一条在脚上。母亲怀着哥哥的时候,在县城租的小房子里,每日打工下班以后就在厨房里忙活,厨房的排水沟总是不那么顺畅,洗菜刷锅的水总是溅在脚上,父亲就搭了小砖头在地板上,可水积得多了,一时来不及清理,也会从砖头的缝隙里溅出,踩下去就是噗噗的水声。那水混杂了多少细菌,在那个狭窄潮湿的小房子里,侵蚀着母亲的双脚。所以母亲年轻时,双脚就开始皲裂。红肿的大拇指被困在袜子里,瘙痒不已,其他干燥的皮肤也开始躁动,母亲的双脚常年就像被虫子啃食一般,脚纹路裂开无数个大口子,潮湿的时候,泛着嫩红的光。干燥时,脚上就像长满了白色的刀疤,脚趾之间裂开得开始红肿。做了十年的小吃生意,常年站立着,双脚就被禁锢在套了肉色袜子的凉鞋里,夏日的大暴雨,街道上的积水带来满街的污垢,敲打着母亲的脚踝,又是一夜的痛痒。裂开的口子越来越大,母亲的双脚的皮肤,竟然也硬得很,厚厚的茧覆盖着这双伤痕累累的脚。母亲给父亲做帮工的时候,在楼顶和工人们一起拉水泥,管理电路,水鞋包裹着双脚,汗水浸湿了袜子,叫醒睡意朦胧的瘙痒,钻了空子的水泥也混合着水渍流淌进水鞋里,水泥填充进双脚的沟壑里,日积月累,裂口就有水泥的痕迹,又是一条水泥路竣工。我害怕母亲的那双脚,那根本不像是脚,更像是用了多年的砧板,被菜刀砍出无数伤痕,看见那双脚,我总是心疼得不行。

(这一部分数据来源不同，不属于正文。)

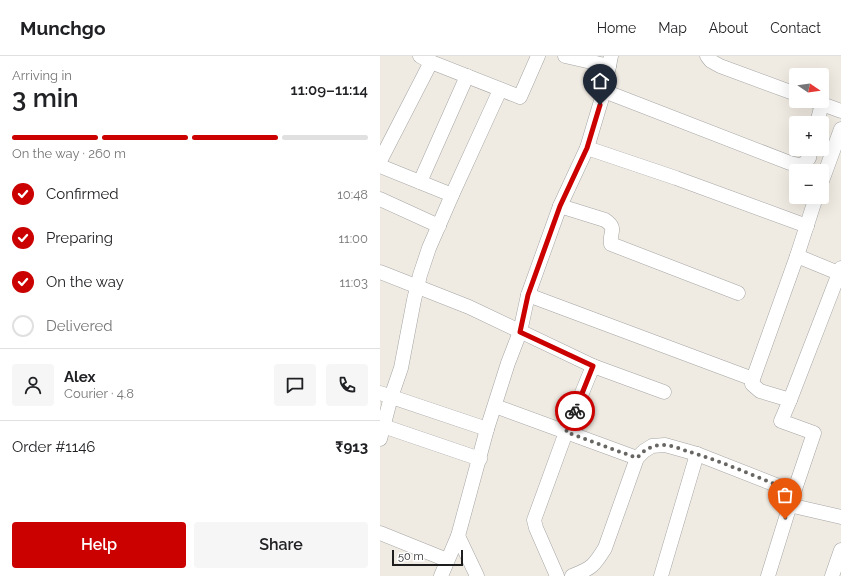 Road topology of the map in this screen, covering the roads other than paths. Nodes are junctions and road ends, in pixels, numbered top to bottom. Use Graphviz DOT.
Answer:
graph roads {
  1 [pos="538,56"];
  2 [pos="565,56"];
  3 [pos="706,56"];
  4 [pos="425,59"];
  5 [pos="610,61"];
  6 [pos="467,76"];
  7 [pos="500,90"];
  8 [pos="604,91"];
  9 [pos="789,91"];
  10 [pos="829,106"];
  11 [pos="841,111"];
  12 [pos="841,128"];
  13 [pos="587,148"];
  14 [pos="809,156"];
  15 [pos="380,161"];
  16 [pos="828,164"];
  17 [pos="380,166"];
  18 [pos="420,182"];
  19 [pos="452,195"];
  20 [pos="381,203"];
  21 [pos="814,204"];
  22 [pos="560,206"];
  23 [pos="439,226"];
  24 [pos="807,226"];
  25 [pos="797,256"];
  26 [pos="380,272"];
  27 [pos="840,272"];
  28 [pos="416,287"];
  29 [pos="738,293"];
  30 [pos="528,295"];
  31 [pos="520,332"];
  32 [pos="593,366"];
  33 [pos="753,379"];
  34 [pos="664,392"];
  35 [pos="386,395"];
  36 [pos="790,400"];
  37 [pos="495,406"];
  38 [pos="487,429"];
  39 [pos="566,432"];
  40 [pos="382,433"];
  41 [pos="697,454"];
  42 [pos="480,458"];
  43 [pos="637,458"];
  44 [pos="794,492"];
  45 [pos="789,505"];
  46 [pos="841,517"];
  47 [pos="380,533"];
  48 [pos="458,536"];
  49 [pos="841,550"];
  50 [pos="447,560"];
  51 [pos="442,576"];
  52 [pos="478,576"];
  53 [pos="557,576"];
  54 [pos="572,576"];
  55 [pos="661,576"];
  56 [pos="768,576"];
  57 [pos="832,576"];
  1 -- 7 [label="street"];
  2 -- 5 [label="street"];
  3 -- 9 [label="street"];
  4 -- 6 [label="street"];
  4 -- 15 [label="street"];
  5 -- 8 [label="street"];
  6 -- 7 [label="street"];
  6 -- 18 [label="street"];
  7 -- 19 [label="street"];
  8 -- 13 [label="street"];
  8 -- 14 [label="street"];
  10 -- 11 [label="street"];
  12 -- 16 [label="street"];
  13 -- 22 [label="street"];
  13 -- 24 [label="street"];
  17 -- 18 [label="street"];
  18 -- 19 [label="street"];
  19 -- 23 [label="street"];
  20 -- 23 [label="street"];
  21 -- 24 [label="street"];
  22 -- 29 [label="street"];
  22 -- 30 [label="street"];
  23 -- 28 [label="street"];
  24 -- 25 [label="street"];
  25 -- 27 [label="street"];
  25 -- 33 [label="street"];
  26 -- 28 [label="street"];
  27 -- 36 [label="street"];
  28 -- 31 [label="street"];
  28 -- 35 [label="street"];
  30 -- 31 [label="street"];
  30 -- 33 [label="street"];
  31 -- 32 [label="street"];
  31 -- 37 [label="street"];
  32 -- 34 [label="street"];
  32 -- 39 [label="street"];
  33 -- 36 [label="street"];
  35 -- 38 [label="street"];
  35 -- 40 [label="street"];
  36 -- 44 [label="street"];
  37 -- 38 [label="street"];
  37 -- 39 [label="street"];
  38 -- 42 [label="street"];
  39 -- 43 [label="street"];
  39 -- 53 [label="street"];
  40 -- 42 [label="street"];
  41 -- 43 [label="street"];
  41 -- 44 [label="street"];
  41 -- 55 [label="street"];
  42 -- 48 [label="street"];
  43 -- 54 [label="street"];
  44 -- 45 [label="street"];
  45 -- 46 [label="street"];
  45 -- 56 [label="street"];
  47 -- 50 [label="street"];
  48 -- 50 [label="street"];
  48 -- 52 [label="street"];
  49 -- 57 [label="street"];
  50 -- 51 [label="street"];
}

现在的那两条水泥路依旧在,一条在父亲的手上,一条在母亲的脚上,现在的他们,依旧陪着颤颤巍巍的四轮车和笨头笨脑的搅拌机,他们穿梭在不同的水泥路上,在无数居民房下,在高楼森立的套房群里,在教学楼紧凑的校园里。多年以后,我会带着我的孩子,走过一条条父亲母亲的踏过的水泥路,指着或新或旧的房子,对孩子说:“你看,这些都是你姥姥、姥爷建起来的房子呢!”